• [Your instructions]: Set every record down verbatim and omit the pictures.

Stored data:
────────────────────────────────────────
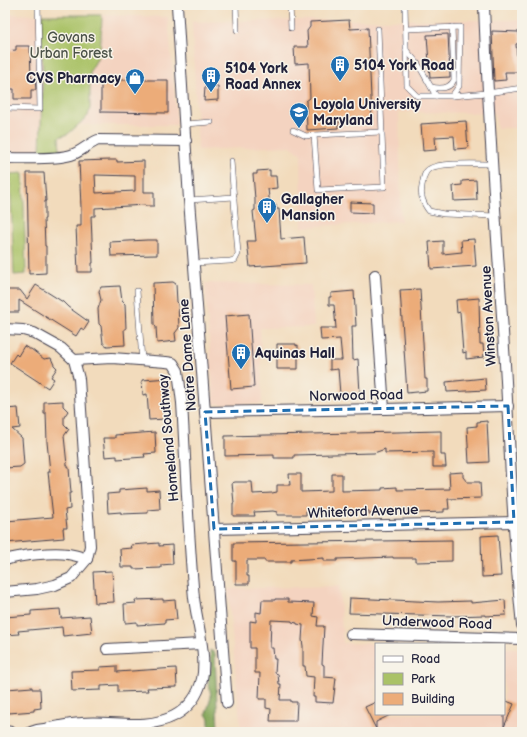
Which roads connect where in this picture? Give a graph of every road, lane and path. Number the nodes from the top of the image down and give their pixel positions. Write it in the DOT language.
graph roads {
  1 [pos="38,5"];
  2 [pos="177,5"];
  3 [pos="236,5"];
  4 [pos="290,5"];
  5 [pos="405,5"];
  6 [pos="484,5"];
  7 [pos="452,27"];
  8 [pos="291,28"];
  9 [pos="378,29"];
  10 [pos="406,29"];
  11 [pos="237,30"];
  12 [pos="406,50"];
  13 [pos="431,87"];
  14 [pos="522,88"];
  15 [pos="487,93"];
  16 [pos="436,96"];
  17 [pos="452,96"];
  18 [pos="5,108"];
  19 [pos="211,122"];
  20 [pos="185,124"];
  21 [pos="293,130"];
  22 [pos="382,132"];
  23 [pos="314,135"];
  24 [pos="186,141"];
  25 [pos="5,158"];
  26 [pos="231,161"];
  27 [pos="493,164"];
  28 [pos="234,196"];
  29 [pos="189,200"];
  30 [pos="496,216"];
  31 [pos="194,263"];
  32 [pos="375,275"];
  33 [pos="138,290"];
  34 [pos="5,329"];
  35 [pos="74,360"];
  36 [pos="142,360"];
  37 [pos="508,406"];
  38 [pos="384,409"];
  39 [pos="205,412"];
  40 [pos="514,522"];
  41 [pos="214,529"];
  42 [pos="87,559"];
  43 [pos="5,560"];
  44 [pos="5,592"];
  45 [pos="521,601"];
  46 [pos="522,625"];
  47 [pos="351,634"];
  48 [pos="522,639"];
  49 [pos="201,644"];
  50 [pos="107,649"];
  51 [pos="227,703"];
  52 [pos="5,731"];
  53 [pos="11,732"];
  54 [pos="31,732"];
  1 -- 18 [label="lane"];
  2 -- 20 [label="street, Notre Dame Lane"];
  3 -- 11 [label="lane"];
  4 -- 8 [label="lane"];
  5 -- 10 [label="lane"];
  6 -- 15 [label="street, Winston Avenue"];
  7 -- 10 [label="lane"];
  7 -- 13 [label="lane"];
  7 -- 17 [label="lane"];
  9 -- 22 [label="lane"];
  10 -- 12 [label="lane"];
  12 -- 13 [label="lane"];
  12 -- 16 [label="lane"];
  13 -- 16 [label="lane"];
  14 -- 15 [label="lane"];
  15 -- 17 [label="lane"];
  15 -- 27 [label="street, Winston Avenue"];
  16 -- 17 [label="lane"];
  19 -- 20 [label="lane"];
  20 -- 24 [label="street, Notre Dame Lane"];
  21 -- 23 [label="lane"];
  22 -- 23 [label="lane"];
  22 -- 23 [label="lane"];
  24 -- 25 [label="street"];
  24 -- 29 [label="street, Notre Dame Lane"];
  26 -- 28 [label="lane"];
  27 -- 30 [label="street, Winston Avenue"];
  27 -- 30 [label="lane"];
  28 -- 29 [label="lane"];
  28 -- 31 [label="lane"];
  29 -- 31 [label="street, Notre Dame Lane"];
  30 -- 37 [label="street, Winston Avenue"];
  31 -- 39 [label="street, Notre Dame Lane"];
  32 -- 38 [label="street"];
  33 -- 36 [label="lane"];
  34 -- 35 [label="street"];
  35 -- 36 [label="street, Homeland Southway"];
  35 -- 42 [label="street"];
  36 -- 49 [label="street, Homeland Southway"];
  37 -- 38 [label="street, Norwood Road"];
  37 -- 40 [label="street, Winston Avenue"];
  38 -- 39 [label="street, Norwood Road"];
  39 -- 41 [label="street, Notre Dame Lane"];
  40 -- 41 [label="street, Whiteford Avenue"];
  40 -- 45 [label="street, Winston Avenue"];
  41 -- 51 [label="street, Notre Dame Lane"];
  42 -- 43 [label="street"];
  42 -- 44 [label="street"];
  45 -- 46 [label="street, Winston Avenue"];
  47 -- 48 [label="street, Underwood Road"];
  49 -- 50 [label="street"];
  49 -- 54 [label="street, Homeland Southway"];
  52 -- 53 [label="street"];
}
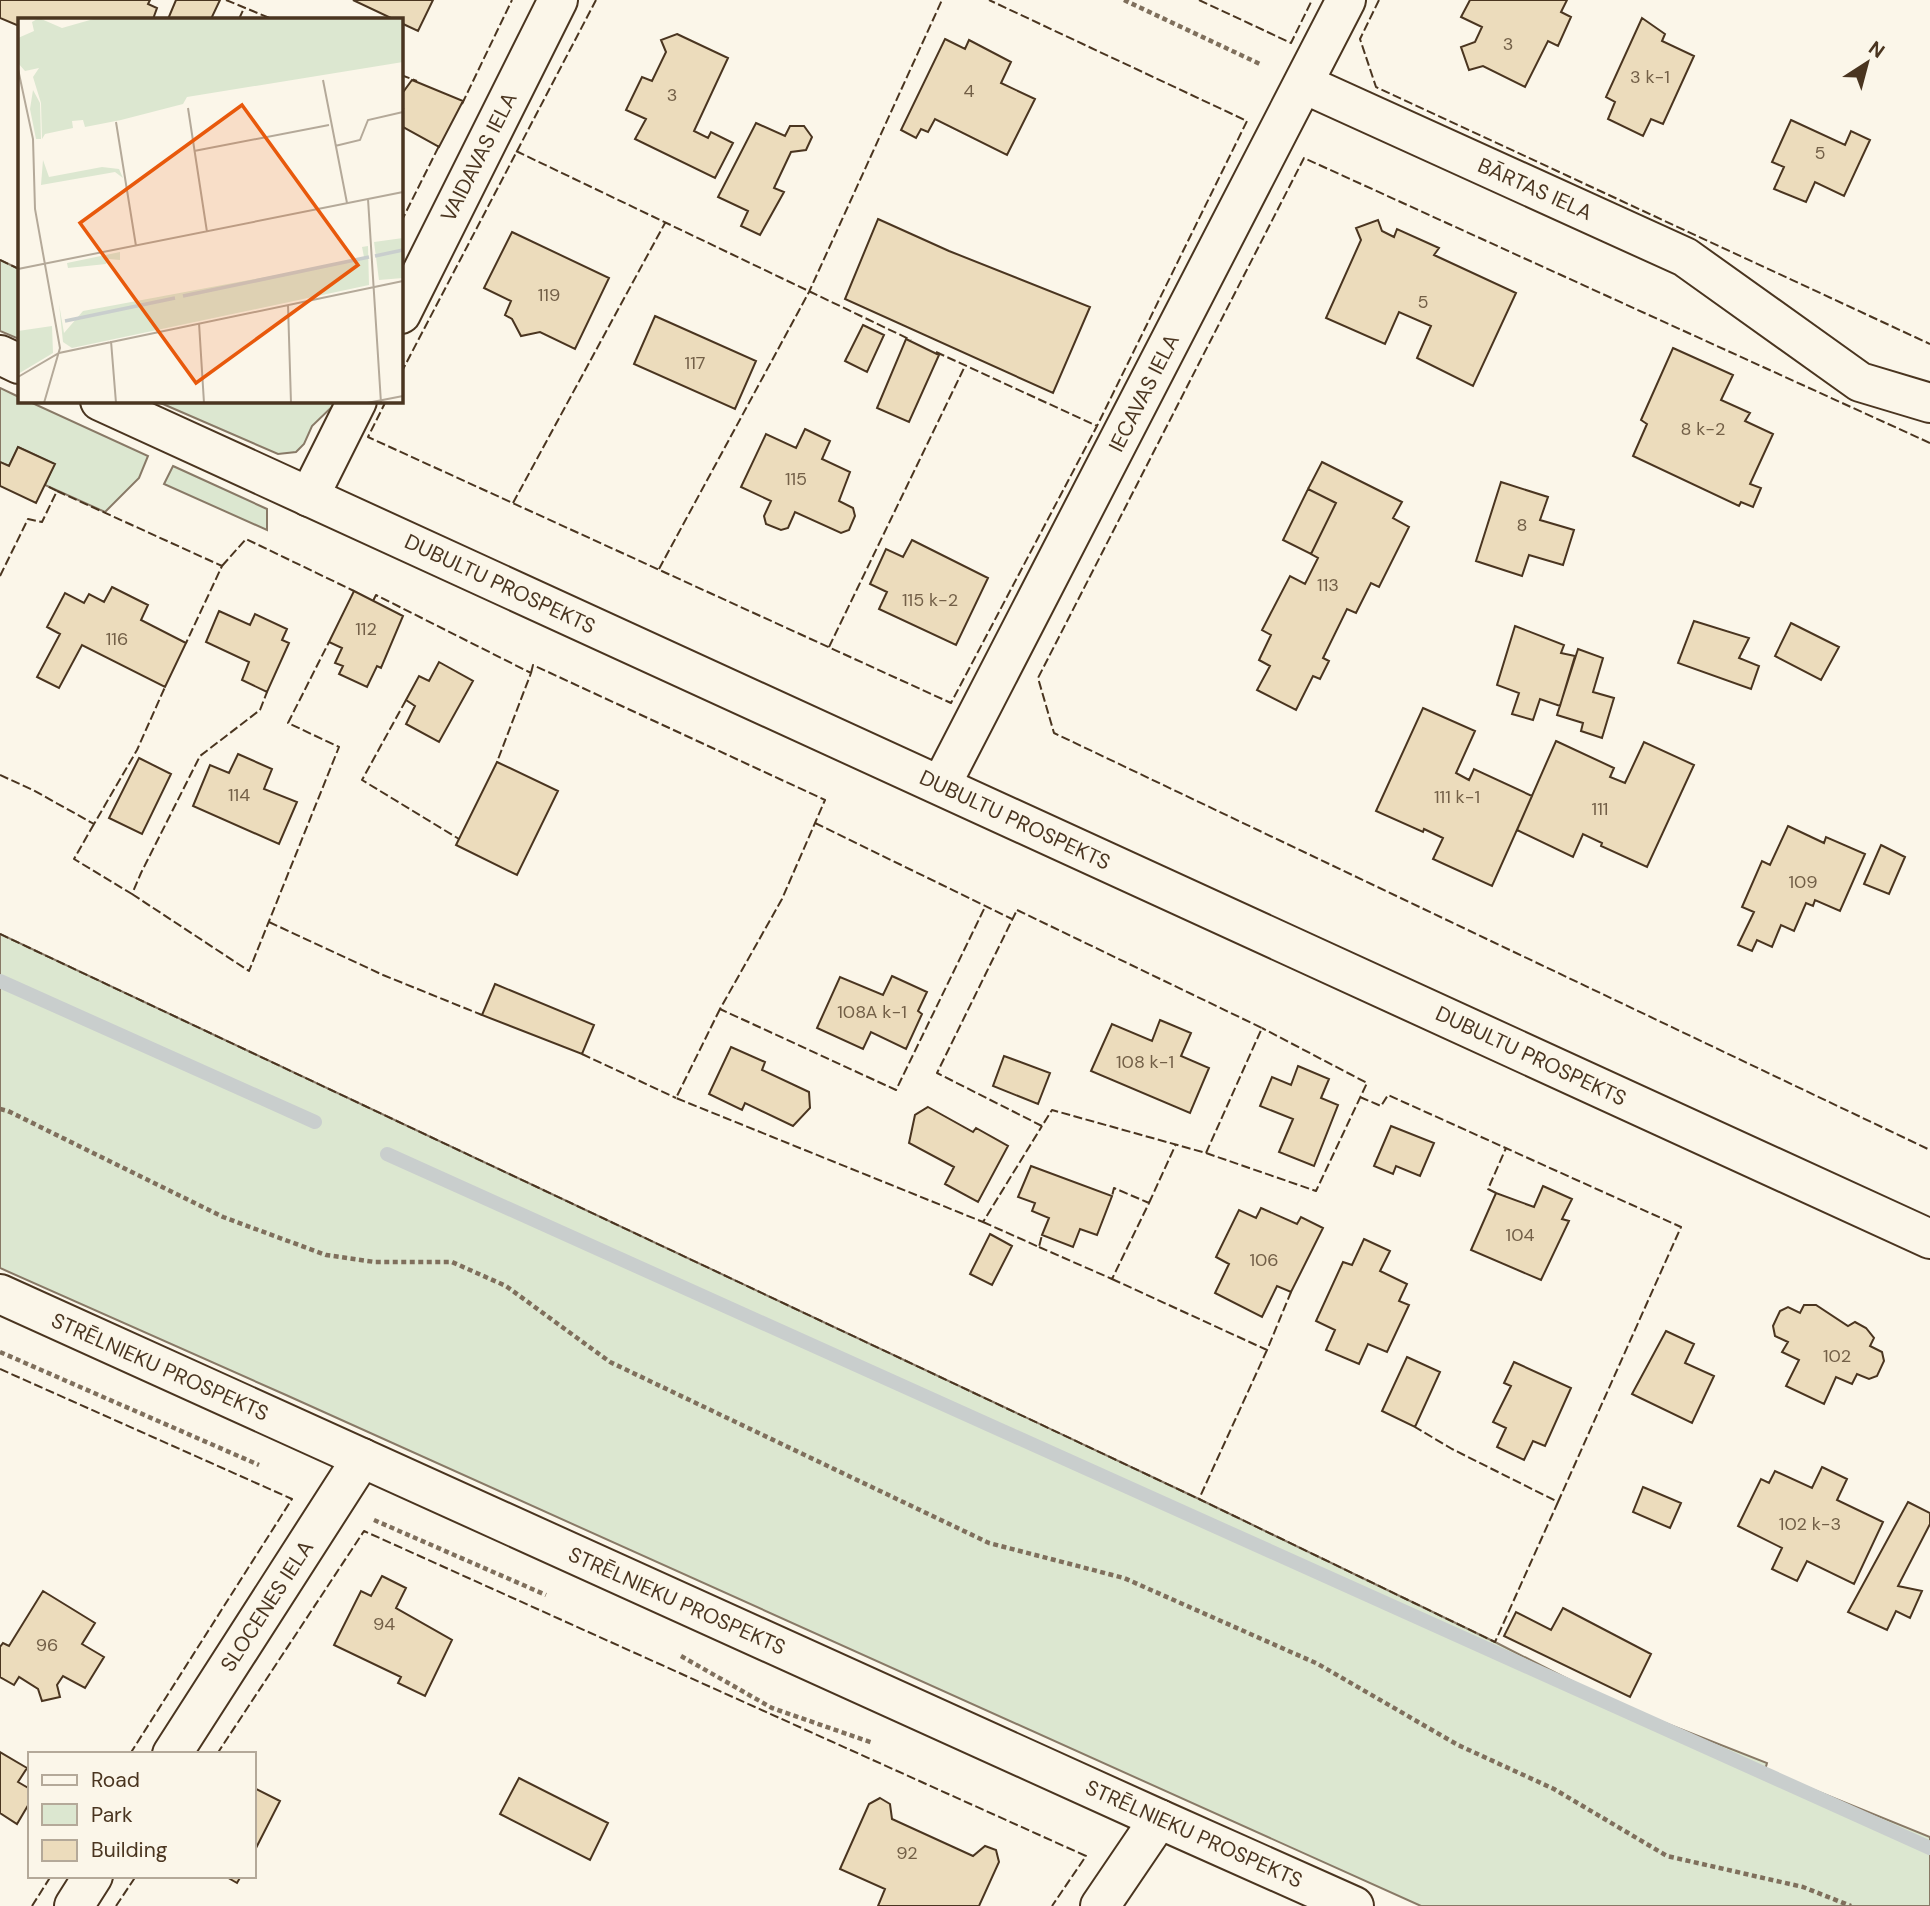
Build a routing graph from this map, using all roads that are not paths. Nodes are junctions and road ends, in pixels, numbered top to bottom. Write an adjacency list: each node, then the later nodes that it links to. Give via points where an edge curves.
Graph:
1 (558, 0): 4 (main road, VAIDAVAS IELA)
2 (1346, 0): 3 (main road, IECAVAS IELA)
3 (1304, 84): 9 (main road, BĀRTAS IELA, via 1685,257 1860,382); 11 (main road, IECAVAS IELA)
4 (402, 312)
5 (0, 355): 6 (main road)
6 (18, 364)
7 (102, 402): 10 (main road, DUBULTU PROSPEKTS)
8 (356, 402): 10 (main road)
9 (1930, 403)
10 (309, 497): 11 (main road, DUBULTU PROSPEKTS)
11 (941, 786): 12 (main road, DUBULTU PROSPEKTS)
12 (1930, 1239)
13 (0, 1294): 14 (main road, STRĒLNIEKU PROSPEKTS)
14 (362, 1458): 15 (main road, SLOCENES IELA); 16 (main road, STRĒLNIEKU PROSPEKTS)
15 (173, 1752)
16 (1159, 1819): 19 (main road); 20 (main road, STRĒLNIEKU PROSPEKTS)
17 (92, 1878): 18 (main road)
18 (74, 1906)
19 (1100, 1906)
20 (1354, 1906)

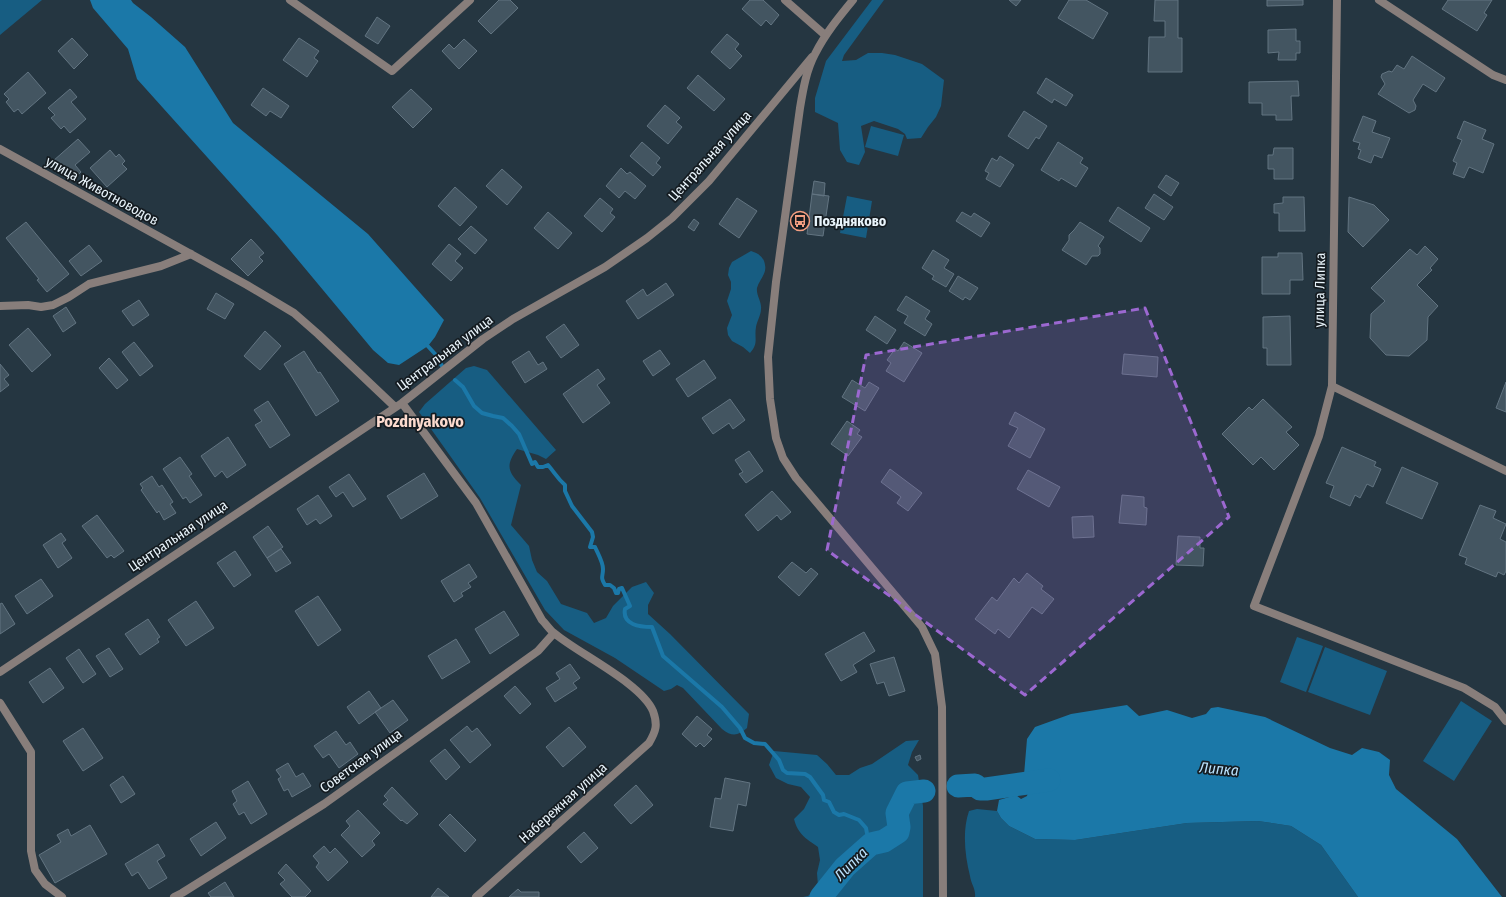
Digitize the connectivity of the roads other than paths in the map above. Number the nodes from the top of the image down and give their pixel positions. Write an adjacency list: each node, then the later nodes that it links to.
1 (290, 0): 2 (street)
2 (470, 0)
3 (785, 0): 7 (street)
4 (853, 0): 7 (street, Центральная улица)
5 (1338, 0): 13 (street, улица Липка)
6 (1379, 0): 9 (street)
7 (825, 35): 8 (street, Центральная улица)
8 (814, 55): 14 (street, Центральная улица); 24 (street)
9 (1506, 80)
10 (0, 149): 11 (street, улица Животноводов)
11 (191, 254): 12 (street); 14 (street, улица Животноводов)
12 (0, 306)
13 (1332, 386): 15 (street); 19 (street, улица Липка)
14 (398, 405): 16 (street, улица Животноводов); 17 (street, Центральная улица)
15 (1506, 471)
16 (554, 633): 20 (street, улица Животноводов); 22 (street, Советская улица)
17 (0, 672)
18 (0, 703): 21 (street)
19 (1506, 720)
20 (656, 722): 23 (street, Набережная улица)
21 (62, 897)
22 (174, 897)
23 (476, 897)
24 (944, 897)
────────────────────────────────────────
• [Answer for this exercise]:
Which roads connect where in this picture? Give a graph of every road, lane and path. Number the nodes from the top of the image down and give their pixel positions. Write it in the DOT language.
graph roads {
  1 [pos="38,5"];
  2 [pos="177,5"];
  3 [pos="236,5"];
  4 [pos="290,5"];
  5 [pos="405,5"];
  6 [pos="484,5"];
  7 [pos="452,27"];
  8 [pos="291,28"];
  9 [pos="378,29"];
  10 [pos="406,29"];
  11 [pos="237,30"];
  12 [pos="406,50"];
  13 [pos="431,87"];
  14 [pos="522,88"];
  15 [pos="487,93"];
  16 [pos="436,96"];
  17 [pos="452,96"];
  18 [pos="5,108"];
  19 [pos="211,122"];
  20 [pos="185,124"];
  21 [pos="293,130"];
  22 [pos="382,132"];
  23 [pos="314,135"];
  24 [pos="186,141"];
  25 [pos="5,158"];
  26 [pos="231,161"];
  27 [pos="493,164"];
  28 [pos="234,196"];
  29 [pos="189,200"];
  30 [pos="496,216"];
  31 [pos="194,263"];
  32 [pos="375,275"];
  33 [pos="138,290"];
  34 [pos="5,329"];
  35 [pos="74,360"];
  36 [pos="142,360"];
  37 [pos="508,406"];
  38 [pos="384,409"];
  39 [pos="205,412"];
  40 [pos="514,522"];
  41 [pos="214,529"];
  42 [pos="87,559"];
  43 [pos="5,560"];
  44 [pos="5,592"];
  45 [pos="521,601"];
  46 [pos="522,625"];
  47 [pos="351,634"];
  48 [pos="522,639"];
  49 [pos="201,644"];
  50 [pos="107,649"];
  51 [pos="227,703"];
  52 [pos="5,731"];
  53 [pos="11,732"];
  54 [pos="31,732"];
  1 -- 18 [label="lane"];
  2 -- 20 [label="street, Notre Dame Lane"];
  3 -- 11 [label="lane"];
  4 -- 8 [label="lane"];
  5 -- 10 [label="lane"];
  6 -- 15 [label="street, Winston Avenue"];
  7 -- 10 [label="lane"];
  7 -- 13 [label="lane"];
  7 -- 17 [label="lane"];
  9 -- 22 [label="lane"];
  10 -- 12 [label="lane"];
  12 -- 13 [label="lane"];
  12 -- 16 [label="lane"];
  13 -- 16 [label="lane"];
  14 -- 15 [label="lane"];
  15 -- 17 [label="lane"];
  15 -- 27 [label="street, Winston Avenue"];
  16 -- 17 [label="lane"];
  19 -- 20 [label="lane"];
  20 -- 24 [label="street, Notre Dame Lane"];
  21 -- 23 [label="lane"];
  22 -- 23 [label="lane"];
  22 -- 23 [label="lane"];
  24 -- 25 [label="street"];
  24 -- 29 [label="street, Notre Dame Lane"];
  26 -- 28 [label="lane"];
  27 -- 30 [label="street, Winston Avenue"];
  27 -- 30 [label="lane"];
  28 -- 29 [label="lane"];
  28 -- 31 [label="lane"];
  29 -- 31 [label="street, Notre Dame Lane"];
  30 -- 37 [label="street, Winston Avenue"];
  31 -- 39 [label="street, Notre Dame Lane"];
  32 -- 38 [label="street"];
  33 -- 36 [label="lane"];
  34 -- 35 [label="street"];
  35 -- 36 [label="street, Homeland Southway"];
  35 -- 42 [label="street"];
  36 -- 49 [label="street, Homeland Southway"];
  37 -- 38 [label="street, Norwood Road"];
  37 -- 40 [label="street, Winston Avenue"];
  38 -- 39 [label="street, Norwood Road"];
  39 -- 41 [label="street, Notre Dame Lane"];
  40 -- 41 [label="street, Whiteford Avenue"];
  40 -- 45 [label="street, Winston Avenue"];
  41 -- 51 [label="street, Notre Dame Lane"];
  42 -- 43 [label="street"];
  42 -- 44 [label="street"];
  45 -- 46 [label="street, Winston Avenue"];
  47 -- 48 [label="street, Underwood Road"];
  49 -- 50 [label="street"];
  49 -- 54 [label="street, Homeland Southway"];
  52 -- 53 [label="street"];
}
Build a routing graph from this map, using all roads that are not paths. Nodes are junctions and road ends, in pixels, numbered top to bottom. Write an adjacency list: each node, then the later nodes that it links to. Give via points where an edge curves.
Graph:
1 (558, 0): 4 (main road, VAIDAVAS IELA)
2 (1346, 0): 3 (main road, IECAVAS IELA)
3 (1304, 84): 9 (main road, BĀRTAS IELA, via 1685,257 1860,382); 11 (main road, IECAVAS IELA)
4 (402, 312)
5 (0, 355): 6 (main road)
6 (18, 364)
7 (102, 402): 10 (main road, DUBULTU PROSPEKTS)
8 (356, 402): 10 (main road)
9 (1930, 403)
10 (309, 497): 11 (main road, DUBULTU PROSPEKTS)
11 (941, 786): 12 (main road, DUBULTU PROSPEKTS)
12 (1930, 1239)
13 (0, 1294): 14 (main road, STRĒLNIEKU PROSPEKTS)
14 (362, 1458): 15 (main road, SLOCENES IELA); 16 (main road, STRĒLNIEKU PROSPEKTS)
15 (173, 1752)
16 (1159, 1819): 19 (main road); 20 (main road, STRĒLNIEKU PROSPEKTS)
17 (92, 1878): 18 (main road)
18 (74, 1906)
19 (1100, 1906)
20 (1354, 1906)

Digitize the connectivity of the roads other than paths in the map above. Number the nodes from the top of the image down and give their pixel positions. Write an adjacency list: each node, then the later nodes that it links to.
1 (290, 0): 2 (street)
2 (470, 0)
3 (785, 0): 7 (street)
4 (853, 0): 7 (street, Центральная улица)
5 (1338, 0): 13 (street, улица Липка)
6 (1379, 0): 9 (street)
7 (825, 35): 8 (street, Центральная улица)
8 (814, 55): 14 (street, Центральная улица); 24 (street)
9 (1506, 80)
10 (0, 149): 11 (street, улица Животноводов)
11 (191, 254): 12 (street); 14 (street, улица Животноводов)
12 (0, 306)
13 (1332, 386): 15 (street); 19 (street, улица Липка)
14 (398, 405): 16 (street, улица Животноводов); 17 (street, Центральная улица)
15 (1506, 471)
16 (554, 633): 20 (street, улица Животноводов); 22 (street, Советская улица)
17 (0, 672)
18 (0, 703): 21 (street)
19 (1506, 720)
20 (656, 722): 23 (street, Набережная улица)
21 (62, 897)
22 (174, 897)
23 (476, 897)
24 (944, 897)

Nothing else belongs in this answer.